Stored items

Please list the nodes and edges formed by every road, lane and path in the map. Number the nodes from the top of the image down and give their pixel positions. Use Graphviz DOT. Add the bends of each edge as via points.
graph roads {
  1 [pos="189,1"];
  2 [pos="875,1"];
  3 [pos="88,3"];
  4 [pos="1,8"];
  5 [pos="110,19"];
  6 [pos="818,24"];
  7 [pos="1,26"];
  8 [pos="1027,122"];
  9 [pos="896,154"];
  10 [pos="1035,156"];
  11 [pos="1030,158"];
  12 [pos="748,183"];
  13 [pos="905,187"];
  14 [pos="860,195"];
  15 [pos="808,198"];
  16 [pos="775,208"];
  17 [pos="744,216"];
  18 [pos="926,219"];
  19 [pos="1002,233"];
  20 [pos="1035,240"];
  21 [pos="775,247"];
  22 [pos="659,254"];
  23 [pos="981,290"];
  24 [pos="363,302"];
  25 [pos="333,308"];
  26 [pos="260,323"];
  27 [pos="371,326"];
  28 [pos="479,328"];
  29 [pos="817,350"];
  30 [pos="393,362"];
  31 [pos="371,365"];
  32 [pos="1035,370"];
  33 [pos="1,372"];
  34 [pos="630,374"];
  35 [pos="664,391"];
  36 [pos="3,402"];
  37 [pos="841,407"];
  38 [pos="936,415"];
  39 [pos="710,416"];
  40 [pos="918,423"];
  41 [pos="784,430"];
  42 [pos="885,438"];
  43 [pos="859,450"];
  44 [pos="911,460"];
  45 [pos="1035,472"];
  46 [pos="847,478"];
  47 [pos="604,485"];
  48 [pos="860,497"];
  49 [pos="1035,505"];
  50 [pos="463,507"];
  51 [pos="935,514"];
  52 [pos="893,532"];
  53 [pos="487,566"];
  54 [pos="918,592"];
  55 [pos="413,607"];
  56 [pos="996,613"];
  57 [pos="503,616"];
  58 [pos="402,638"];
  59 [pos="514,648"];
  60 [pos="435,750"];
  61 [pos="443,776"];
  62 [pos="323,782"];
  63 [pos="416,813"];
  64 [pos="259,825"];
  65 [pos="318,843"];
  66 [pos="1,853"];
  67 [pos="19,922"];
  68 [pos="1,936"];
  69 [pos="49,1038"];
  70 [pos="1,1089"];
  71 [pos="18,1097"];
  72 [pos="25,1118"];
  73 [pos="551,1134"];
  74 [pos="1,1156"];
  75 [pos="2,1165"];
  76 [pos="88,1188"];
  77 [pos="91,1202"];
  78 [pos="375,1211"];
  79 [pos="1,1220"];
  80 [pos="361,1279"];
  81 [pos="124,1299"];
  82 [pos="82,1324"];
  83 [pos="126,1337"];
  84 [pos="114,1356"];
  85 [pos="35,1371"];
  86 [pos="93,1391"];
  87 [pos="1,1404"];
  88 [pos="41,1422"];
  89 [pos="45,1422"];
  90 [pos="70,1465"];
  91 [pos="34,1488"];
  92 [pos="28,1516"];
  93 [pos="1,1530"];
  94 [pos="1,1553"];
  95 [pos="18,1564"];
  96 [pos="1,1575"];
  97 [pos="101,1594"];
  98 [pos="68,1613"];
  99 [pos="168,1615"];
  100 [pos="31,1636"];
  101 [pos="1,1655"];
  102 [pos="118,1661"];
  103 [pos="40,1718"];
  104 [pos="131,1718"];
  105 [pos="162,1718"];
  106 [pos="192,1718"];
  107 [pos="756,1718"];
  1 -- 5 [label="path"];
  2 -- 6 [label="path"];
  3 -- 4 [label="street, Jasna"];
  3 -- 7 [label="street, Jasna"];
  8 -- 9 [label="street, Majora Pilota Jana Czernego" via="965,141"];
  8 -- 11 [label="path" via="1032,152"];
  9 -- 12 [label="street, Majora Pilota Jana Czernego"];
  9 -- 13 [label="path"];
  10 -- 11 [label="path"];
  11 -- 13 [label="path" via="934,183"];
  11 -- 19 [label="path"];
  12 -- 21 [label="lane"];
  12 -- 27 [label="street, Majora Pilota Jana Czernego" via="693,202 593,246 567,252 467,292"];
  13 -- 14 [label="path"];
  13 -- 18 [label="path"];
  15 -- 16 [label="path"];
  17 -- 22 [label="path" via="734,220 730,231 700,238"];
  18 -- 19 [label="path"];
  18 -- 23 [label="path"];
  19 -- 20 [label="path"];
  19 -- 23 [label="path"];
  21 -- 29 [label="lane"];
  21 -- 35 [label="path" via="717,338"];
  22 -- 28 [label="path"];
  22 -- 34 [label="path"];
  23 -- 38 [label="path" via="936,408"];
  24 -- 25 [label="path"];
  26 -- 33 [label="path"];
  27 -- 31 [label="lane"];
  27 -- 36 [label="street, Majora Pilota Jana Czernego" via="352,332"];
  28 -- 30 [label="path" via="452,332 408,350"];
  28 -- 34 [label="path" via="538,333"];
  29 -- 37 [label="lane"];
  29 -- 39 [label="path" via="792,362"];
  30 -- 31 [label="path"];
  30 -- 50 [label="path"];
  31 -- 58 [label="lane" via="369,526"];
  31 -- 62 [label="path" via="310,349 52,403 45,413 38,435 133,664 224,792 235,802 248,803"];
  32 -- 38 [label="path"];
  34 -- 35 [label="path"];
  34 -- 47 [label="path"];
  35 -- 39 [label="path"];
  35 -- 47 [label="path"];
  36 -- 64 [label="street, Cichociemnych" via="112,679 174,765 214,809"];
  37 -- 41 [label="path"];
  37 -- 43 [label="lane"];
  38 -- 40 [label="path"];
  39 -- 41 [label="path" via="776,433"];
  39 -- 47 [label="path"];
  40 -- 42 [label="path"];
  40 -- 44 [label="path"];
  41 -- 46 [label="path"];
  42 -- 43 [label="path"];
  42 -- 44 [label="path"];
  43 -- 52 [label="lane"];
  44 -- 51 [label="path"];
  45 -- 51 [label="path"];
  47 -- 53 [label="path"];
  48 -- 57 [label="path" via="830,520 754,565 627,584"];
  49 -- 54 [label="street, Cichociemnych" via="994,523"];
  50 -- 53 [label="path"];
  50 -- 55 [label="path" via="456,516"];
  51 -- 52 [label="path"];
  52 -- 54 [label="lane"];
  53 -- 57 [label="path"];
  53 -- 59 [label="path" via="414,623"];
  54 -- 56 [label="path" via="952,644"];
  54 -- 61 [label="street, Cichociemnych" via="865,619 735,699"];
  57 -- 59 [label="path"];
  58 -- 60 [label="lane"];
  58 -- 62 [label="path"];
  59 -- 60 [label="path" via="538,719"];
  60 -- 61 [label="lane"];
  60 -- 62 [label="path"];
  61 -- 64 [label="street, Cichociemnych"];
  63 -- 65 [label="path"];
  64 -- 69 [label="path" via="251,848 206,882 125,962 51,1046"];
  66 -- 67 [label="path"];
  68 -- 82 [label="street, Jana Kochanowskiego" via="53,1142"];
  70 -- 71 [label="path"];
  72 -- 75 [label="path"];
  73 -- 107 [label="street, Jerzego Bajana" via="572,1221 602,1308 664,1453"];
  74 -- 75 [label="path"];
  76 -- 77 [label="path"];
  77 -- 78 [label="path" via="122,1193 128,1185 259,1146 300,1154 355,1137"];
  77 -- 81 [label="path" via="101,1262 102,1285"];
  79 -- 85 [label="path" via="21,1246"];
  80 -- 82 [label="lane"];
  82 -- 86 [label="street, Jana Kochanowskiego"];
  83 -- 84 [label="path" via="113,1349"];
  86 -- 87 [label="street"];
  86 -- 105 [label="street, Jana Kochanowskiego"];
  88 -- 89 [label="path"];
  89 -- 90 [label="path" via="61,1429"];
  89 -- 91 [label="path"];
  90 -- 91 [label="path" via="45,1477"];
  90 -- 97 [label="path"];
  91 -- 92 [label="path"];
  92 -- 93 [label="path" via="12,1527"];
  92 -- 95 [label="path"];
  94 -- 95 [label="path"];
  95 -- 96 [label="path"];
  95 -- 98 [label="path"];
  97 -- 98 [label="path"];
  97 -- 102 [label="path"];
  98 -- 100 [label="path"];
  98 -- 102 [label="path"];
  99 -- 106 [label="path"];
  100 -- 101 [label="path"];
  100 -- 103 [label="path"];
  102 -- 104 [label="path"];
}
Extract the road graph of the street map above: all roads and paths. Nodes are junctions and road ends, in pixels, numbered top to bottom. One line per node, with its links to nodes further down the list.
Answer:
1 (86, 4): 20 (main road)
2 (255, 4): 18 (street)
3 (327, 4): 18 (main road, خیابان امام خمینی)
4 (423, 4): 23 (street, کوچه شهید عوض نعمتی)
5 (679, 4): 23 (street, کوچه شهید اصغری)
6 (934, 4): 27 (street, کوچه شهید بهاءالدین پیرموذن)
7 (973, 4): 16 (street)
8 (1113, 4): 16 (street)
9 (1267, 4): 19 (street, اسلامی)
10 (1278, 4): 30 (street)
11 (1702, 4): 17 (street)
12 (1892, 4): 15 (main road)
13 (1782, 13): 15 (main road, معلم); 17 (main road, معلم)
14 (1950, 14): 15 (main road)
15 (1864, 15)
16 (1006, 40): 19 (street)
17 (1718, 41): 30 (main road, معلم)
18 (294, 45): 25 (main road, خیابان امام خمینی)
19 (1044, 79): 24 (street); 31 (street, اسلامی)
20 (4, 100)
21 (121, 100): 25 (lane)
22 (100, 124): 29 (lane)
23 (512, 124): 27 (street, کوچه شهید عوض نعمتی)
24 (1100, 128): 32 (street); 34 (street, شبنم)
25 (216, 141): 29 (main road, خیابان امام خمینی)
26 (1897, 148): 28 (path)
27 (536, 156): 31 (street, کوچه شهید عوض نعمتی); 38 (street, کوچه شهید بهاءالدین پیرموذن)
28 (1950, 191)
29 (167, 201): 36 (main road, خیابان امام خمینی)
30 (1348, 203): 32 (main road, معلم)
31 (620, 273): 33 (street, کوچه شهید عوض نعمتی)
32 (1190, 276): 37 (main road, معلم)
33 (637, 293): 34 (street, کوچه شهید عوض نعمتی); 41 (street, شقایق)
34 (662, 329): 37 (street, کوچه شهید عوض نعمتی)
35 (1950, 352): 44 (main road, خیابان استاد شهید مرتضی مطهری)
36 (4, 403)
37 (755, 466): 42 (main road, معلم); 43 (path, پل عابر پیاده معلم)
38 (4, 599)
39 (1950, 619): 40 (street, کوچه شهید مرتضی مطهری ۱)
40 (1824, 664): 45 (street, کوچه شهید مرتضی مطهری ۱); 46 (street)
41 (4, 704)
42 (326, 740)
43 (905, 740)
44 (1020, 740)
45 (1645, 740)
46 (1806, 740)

WHAT YOU HAVE TO DO:
Among the entries above, how many lines have the string "اسلامی" in them? Only the number should be given.

ANSWER BOX:
2